Task statement - Your answer must consist only of the lines from the start of the entries through the line that holds "solid #fff;border-radius:50%;background:#1a73e8;box-shadow:0 0", copied exactly, with no pictures.

Stored data
Content starts

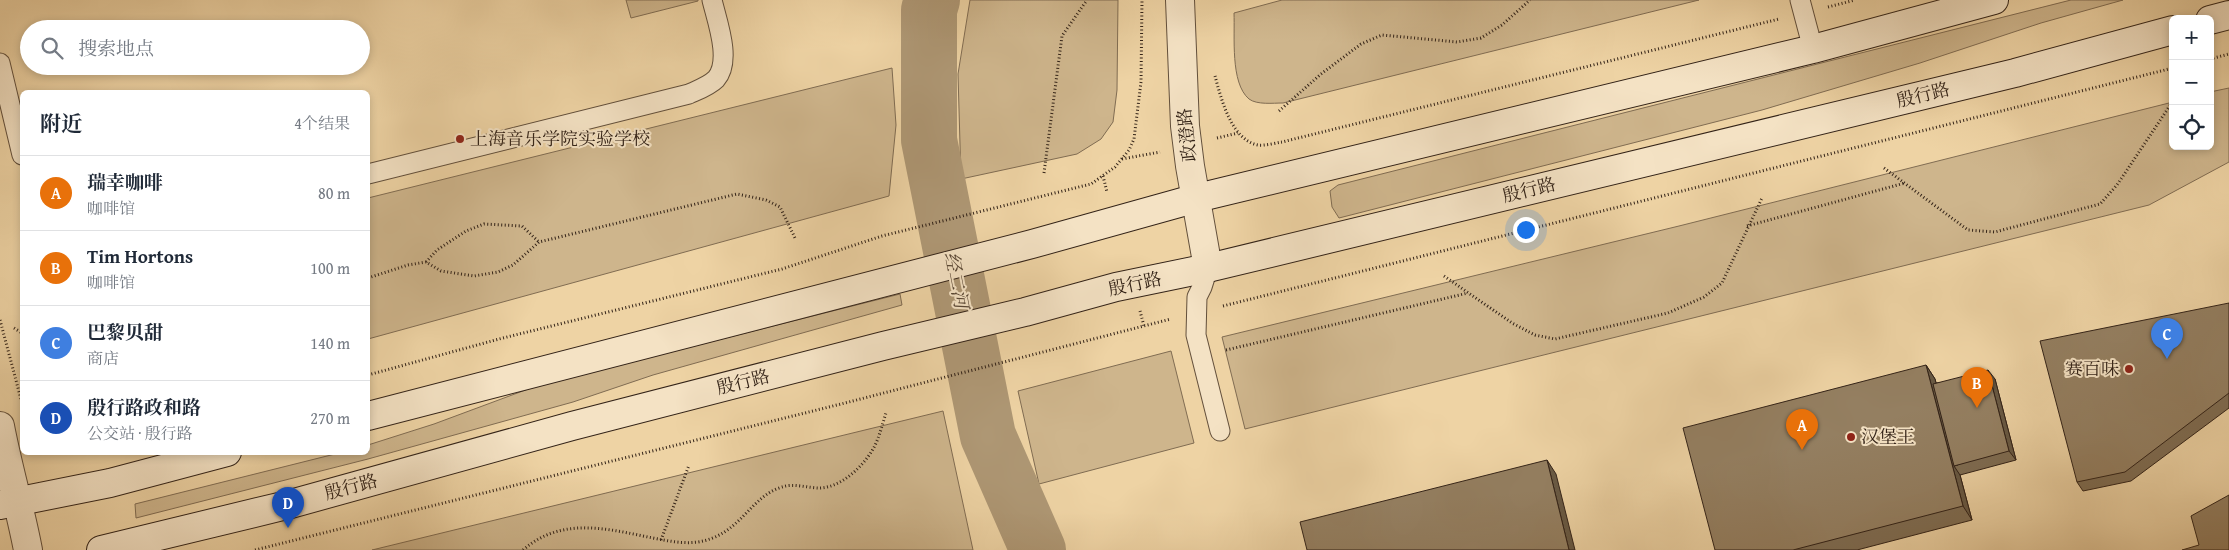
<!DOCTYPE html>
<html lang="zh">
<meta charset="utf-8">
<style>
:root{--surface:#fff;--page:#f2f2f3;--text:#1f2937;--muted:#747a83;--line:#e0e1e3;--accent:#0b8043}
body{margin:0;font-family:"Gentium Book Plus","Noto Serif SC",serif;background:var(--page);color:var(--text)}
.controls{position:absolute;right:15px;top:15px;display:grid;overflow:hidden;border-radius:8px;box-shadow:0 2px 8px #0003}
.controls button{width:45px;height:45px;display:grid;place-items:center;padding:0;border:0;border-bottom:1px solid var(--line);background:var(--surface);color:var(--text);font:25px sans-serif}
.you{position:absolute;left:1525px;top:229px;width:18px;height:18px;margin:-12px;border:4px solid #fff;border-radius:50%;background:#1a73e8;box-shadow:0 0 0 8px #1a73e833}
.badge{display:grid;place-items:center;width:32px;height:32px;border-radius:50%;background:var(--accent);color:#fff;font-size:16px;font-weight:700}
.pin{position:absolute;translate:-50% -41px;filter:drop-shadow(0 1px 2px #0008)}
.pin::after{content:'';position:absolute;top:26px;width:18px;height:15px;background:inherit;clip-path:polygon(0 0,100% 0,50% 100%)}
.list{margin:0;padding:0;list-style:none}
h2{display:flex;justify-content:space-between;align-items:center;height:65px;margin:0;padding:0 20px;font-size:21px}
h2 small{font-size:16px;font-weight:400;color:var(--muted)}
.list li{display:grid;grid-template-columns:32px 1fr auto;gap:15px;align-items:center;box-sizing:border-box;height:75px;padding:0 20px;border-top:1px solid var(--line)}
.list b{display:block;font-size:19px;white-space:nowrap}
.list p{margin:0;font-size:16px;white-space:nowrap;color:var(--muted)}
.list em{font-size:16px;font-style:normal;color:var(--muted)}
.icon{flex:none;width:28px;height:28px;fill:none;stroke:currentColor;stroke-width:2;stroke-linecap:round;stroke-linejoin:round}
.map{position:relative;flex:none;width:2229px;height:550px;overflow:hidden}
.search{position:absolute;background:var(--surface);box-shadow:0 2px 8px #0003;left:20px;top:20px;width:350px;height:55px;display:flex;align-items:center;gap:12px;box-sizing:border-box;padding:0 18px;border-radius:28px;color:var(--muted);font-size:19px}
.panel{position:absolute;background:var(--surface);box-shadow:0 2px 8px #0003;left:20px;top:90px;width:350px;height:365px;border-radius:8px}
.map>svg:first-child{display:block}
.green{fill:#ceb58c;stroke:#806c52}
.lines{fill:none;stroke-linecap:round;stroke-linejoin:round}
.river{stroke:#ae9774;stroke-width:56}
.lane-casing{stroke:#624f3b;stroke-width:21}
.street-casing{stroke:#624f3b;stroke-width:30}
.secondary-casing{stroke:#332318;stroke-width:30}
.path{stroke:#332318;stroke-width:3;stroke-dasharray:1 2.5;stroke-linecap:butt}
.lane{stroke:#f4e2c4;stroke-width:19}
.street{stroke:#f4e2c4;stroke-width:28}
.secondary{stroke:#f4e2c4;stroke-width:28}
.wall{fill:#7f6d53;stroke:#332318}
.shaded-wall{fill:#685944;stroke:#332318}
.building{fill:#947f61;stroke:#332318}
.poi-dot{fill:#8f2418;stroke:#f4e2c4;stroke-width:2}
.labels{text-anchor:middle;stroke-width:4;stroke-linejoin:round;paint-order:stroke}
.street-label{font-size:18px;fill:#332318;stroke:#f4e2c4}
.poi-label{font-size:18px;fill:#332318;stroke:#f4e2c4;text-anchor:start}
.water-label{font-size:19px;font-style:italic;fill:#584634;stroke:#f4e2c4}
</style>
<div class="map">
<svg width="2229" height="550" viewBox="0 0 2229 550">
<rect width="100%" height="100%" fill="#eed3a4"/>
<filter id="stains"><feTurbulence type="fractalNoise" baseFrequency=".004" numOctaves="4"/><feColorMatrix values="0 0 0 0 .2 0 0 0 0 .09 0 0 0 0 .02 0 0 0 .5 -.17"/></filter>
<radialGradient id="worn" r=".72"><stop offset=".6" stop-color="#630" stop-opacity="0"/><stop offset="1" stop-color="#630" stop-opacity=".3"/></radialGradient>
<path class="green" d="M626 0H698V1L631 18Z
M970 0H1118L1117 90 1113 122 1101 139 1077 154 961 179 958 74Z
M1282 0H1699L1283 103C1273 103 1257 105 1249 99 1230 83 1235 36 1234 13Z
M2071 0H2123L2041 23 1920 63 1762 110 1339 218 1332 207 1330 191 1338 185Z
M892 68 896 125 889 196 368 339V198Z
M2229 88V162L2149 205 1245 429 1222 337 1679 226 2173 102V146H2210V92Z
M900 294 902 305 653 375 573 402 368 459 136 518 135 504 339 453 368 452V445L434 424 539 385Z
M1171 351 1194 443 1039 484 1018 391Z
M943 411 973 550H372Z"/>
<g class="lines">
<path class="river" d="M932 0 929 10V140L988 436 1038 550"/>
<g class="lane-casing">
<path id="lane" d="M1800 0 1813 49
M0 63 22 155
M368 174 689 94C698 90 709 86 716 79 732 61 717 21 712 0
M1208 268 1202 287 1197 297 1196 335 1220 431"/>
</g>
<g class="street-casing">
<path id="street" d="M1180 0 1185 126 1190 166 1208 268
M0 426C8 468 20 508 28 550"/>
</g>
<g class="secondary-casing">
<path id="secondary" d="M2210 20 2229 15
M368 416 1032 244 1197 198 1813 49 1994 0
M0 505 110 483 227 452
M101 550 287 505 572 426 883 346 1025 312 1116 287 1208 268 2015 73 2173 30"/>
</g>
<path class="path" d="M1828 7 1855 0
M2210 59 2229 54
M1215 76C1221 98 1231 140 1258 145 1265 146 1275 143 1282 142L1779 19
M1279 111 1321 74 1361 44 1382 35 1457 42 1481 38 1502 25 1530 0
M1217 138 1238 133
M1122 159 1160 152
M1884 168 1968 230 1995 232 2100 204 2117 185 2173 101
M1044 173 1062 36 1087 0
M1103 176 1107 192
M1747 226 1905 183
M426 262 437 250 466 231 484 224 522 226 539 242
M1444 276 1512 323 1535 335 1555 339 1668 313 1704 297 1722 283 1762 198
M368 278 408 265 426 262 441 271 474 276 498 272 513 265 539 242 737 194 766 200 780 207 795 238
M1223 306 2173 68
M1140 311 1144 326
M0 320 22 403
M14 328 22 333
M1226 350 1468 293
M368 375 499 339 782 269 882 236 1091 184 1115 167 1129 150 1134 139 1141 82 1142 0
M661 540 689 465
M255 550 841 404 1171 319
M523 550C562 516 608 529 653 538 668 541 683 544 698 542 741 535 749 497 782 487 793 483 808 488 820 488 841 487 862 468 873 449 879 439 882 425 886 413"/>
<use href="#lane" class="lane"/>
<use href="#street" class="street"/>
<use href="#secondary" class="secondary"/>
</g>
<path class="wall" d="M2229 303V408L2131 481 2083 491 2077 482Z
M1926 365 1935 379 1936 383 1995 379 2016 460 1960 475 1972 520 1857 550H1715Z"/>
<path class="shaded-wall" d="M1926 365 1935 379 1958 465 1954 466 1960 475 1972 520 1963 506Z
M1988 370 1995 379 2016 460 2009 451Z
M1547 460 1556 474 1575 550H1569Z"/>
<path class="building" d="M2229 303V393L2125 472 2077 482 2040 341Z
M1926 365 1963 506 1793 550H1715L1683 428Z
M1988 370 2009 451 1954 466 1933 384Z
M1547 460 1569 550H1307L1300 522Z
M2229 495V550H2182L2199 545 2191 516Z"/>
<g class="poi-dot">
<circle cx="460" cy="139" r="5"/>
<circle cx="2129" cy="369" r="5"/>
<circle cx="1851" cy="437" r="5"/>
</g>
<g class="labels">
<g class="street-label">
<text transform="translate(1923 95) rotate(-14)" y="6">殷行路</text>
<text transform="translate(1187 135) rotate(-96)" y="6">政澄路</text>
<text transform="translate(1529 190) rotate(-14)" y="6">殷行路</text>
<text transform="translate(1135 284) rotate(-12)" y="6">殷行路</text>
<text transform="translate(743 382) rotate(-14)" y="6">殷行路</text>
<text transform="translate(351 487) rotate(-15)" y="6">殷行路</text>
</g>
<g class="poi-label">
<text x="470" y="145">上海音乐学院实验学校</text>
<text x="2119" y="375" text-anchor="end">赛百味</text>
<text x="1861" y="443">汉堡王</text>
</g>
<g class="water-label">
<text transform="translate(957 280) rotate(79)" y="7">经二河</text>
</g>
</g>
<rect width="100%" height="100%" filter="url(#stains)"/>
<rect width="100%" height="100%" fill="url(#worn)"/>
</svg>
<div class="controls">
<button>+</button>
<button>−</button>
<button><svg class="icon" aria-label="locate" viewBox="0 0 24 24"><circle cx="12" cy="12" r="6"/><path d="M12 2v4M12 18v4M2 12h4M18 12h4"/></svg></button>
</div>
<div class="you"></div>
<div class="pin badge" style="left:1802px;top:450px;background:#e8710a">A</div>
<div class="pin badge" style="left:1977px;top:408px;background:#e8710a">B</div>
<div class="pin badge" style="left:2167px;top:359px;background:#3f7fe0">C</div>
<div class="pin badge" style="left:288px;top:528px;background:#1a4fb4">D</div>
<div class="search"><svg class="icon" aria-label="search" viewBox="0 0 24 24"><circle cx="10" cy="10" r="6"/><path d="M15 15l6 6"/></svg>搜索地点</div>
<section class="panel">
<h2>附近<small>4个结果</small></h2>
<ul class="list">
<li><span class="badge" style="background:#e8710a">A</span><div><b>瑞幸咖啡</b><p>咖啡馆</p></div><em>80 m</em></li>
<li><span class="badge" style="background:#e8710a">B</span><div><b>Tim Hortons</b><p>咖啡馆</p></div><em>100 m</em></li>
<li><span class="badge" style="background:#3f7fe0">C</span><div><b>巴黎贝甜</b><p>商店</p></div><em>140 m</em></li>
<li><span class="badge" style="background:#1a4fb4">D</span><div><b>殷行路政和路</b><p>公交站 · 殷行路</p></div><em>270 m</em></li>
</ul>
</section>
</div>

Content ends

Reply to the task -
<!DOCTYPE html>
<html lang="zh">
<meta charset="utf-8">
<style>
:root{--surface:#fff;--page:#f2f2f3;--text:#1f2937;--muted:#747a83;--line:#e0e1e3;--accent:#0b8043}
body{margin:0;font-family:"Gentium Book Plus","Noto Serif SC",serif;background:var(--page);color:var(--text)}
.controls{position:absolute;right:15px;top:15px;display:grid;overflow:hidden;border-radius:8px;box-shadow:0 2px 8px #0003}
.controls button{width:45px;height:45px;display:grid;place-items:center;padding:0;border:0;border-bottom:1px solid var(--line);background:var(--surface);color:var(--text);font:25px sans-serif}
.you{position:absolute;left:1525px;top:229px;width:18px;height:18px;margin:-12px;border:4px solid #fff;border-radius:50%;background:#1a73e8;box-shadow:0 0 0 8px #1a73e833}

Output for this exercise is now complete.